7 Drivers of Authenticity

  1. Originality The extent to which your brand has bought something new and different to the market. We bring new things to the market that drive our clients business bottom line and enrich their stakeholder relations this may include an integrated turnkey campaign in both English and French to produce a magazine. Clients outsource the entire value chain to us including the advertisement sales, design, production and distribution.

  1. Personal Utility This extent to which your brand delivers real utility to users that they feel they can’t live without. On many occasions our team acts on mission critical and time sensitive communications products. This response to our client’s requirements has achieved consistent positive results. Developing strategy and preparing identity frameworks for real estate developments or executing on Federal Government online programs for example G8 conference communication ensure our clients get the support they need toward successful outcomes.
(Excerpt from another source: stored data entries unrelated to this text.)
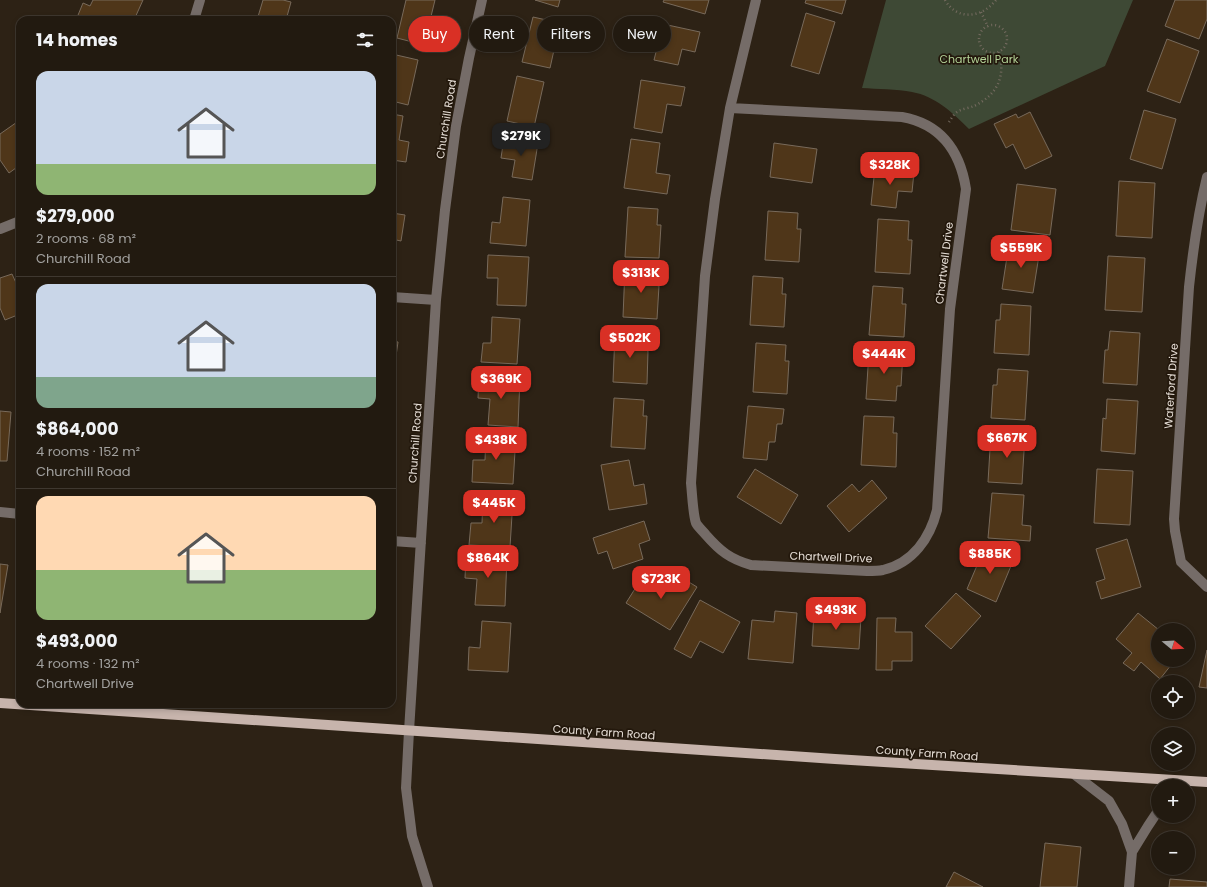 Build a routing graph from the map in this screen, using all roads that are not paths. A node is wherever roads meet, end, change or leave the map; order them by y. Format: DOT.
graph roads {
  1 [pos="200,0"];
  2 [pos="482,0"];
  3 [pos="756,0"];
  4 [pos="195,16"];
  5 [pos="730,108"];
  6 [pos="1207,177"];
  7 [pos="16,223"];
  8 [pos="0,229"];
  9 [pos="396,297"];
  10 [pos="436,300"];
  11 [pos="0,512"];
  12 [pos="16,514"];
  13 [pos="396,541"];
  14 [pos="421,543"];
  15 [pos="1206,587"];
  16 [pos="0,703"];
  17 [pos="16,704"];
  18 [pos="73,708"];
  19 [pos="408,731"];
  20 [pos="1074,774"];
  21 [pos="1151,780"];
  22 [pos="1195,782"];
  23 [pos="1207,782"];
  24 [pos="1151,822"];
  25 [pos="1132,852"];
  26 [pos="428,887"];
  27 [pos="1129,887"];
  1 -- 4 [label="street"];
  2 -- 10 [label="street, Churchill Road"];
  3 -- 5 [label="street, Chartwell Drive"];
  5 -- 5 [label="street, Chartwell Drive"];
  6 -- 15 [label="street, Waterford Drive"];
  7 -- 8 [label="street"];
  9 -- 10 [label="street"];
  10 -- 14 [label="street, Churchill Road"];
  11 -- 12 [label="street"];
  13 -- 14 [label="street"];
  14 -- 19 [label="street, Churchill Road"];
  16 -- 17 [label="main road, County Farm Road"];
  18 -- 19 [label="main road, County Farm Road"];
  19 -- 20 [label="main road, County Farm Road"];
  19 -- 26 [label="street, Churchill Road"];
  20 -- 21 [label="main road, County Farm Road"];
  20 -- 25 [label="street"];
  22 -- 23 [label="main road, County Farm Road"];
  24 -- 25 [label="street"];
  25 -- 27 [label="street"];
}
  1. Declared Beliefs The extent to which your brand stands for more than just making money. We’re design centric we deliver design to our clients that is aligned with their aspirations to be represented authentically. This belief is evident in the trust extended to us across our multi disciplinary platform from publishing to digital solutions to documentary filming Design is a core construct of our thinking and delivery.

  1. Sincerity The extent to which your brand tries hard to not let people down. Sincerity cannot be faked our clients validate our sincerity by coming back year after year. This fact is proven with over twenty years of partnership with individual clients.

  1. Familiarity The extent to which your brand is well known by everyone. Our focus for the last couple of decades has been primarily toward our client’s mandates. Celebrating your organizations success and putting it out there is a constant investment. We have about five market facing regimes including Frontline Market representatives, Proposal writing and administration, Stakeholder engagement and Call Centre outreach, Account management on repeat business and Partnership and alliance building with organizations that wish to leverage their offering in concert with gordongroup. We can always do more to build familiarity.

  1. Momentum The extent to which your brand has an aura of becoming more popular. Growth for me is the best indicator of momentum. Growth can be on the bottom line but more important growth is about the people and relationships within the organization and externally out in the market. We build relations weekly, which are exciting and are driving momentum.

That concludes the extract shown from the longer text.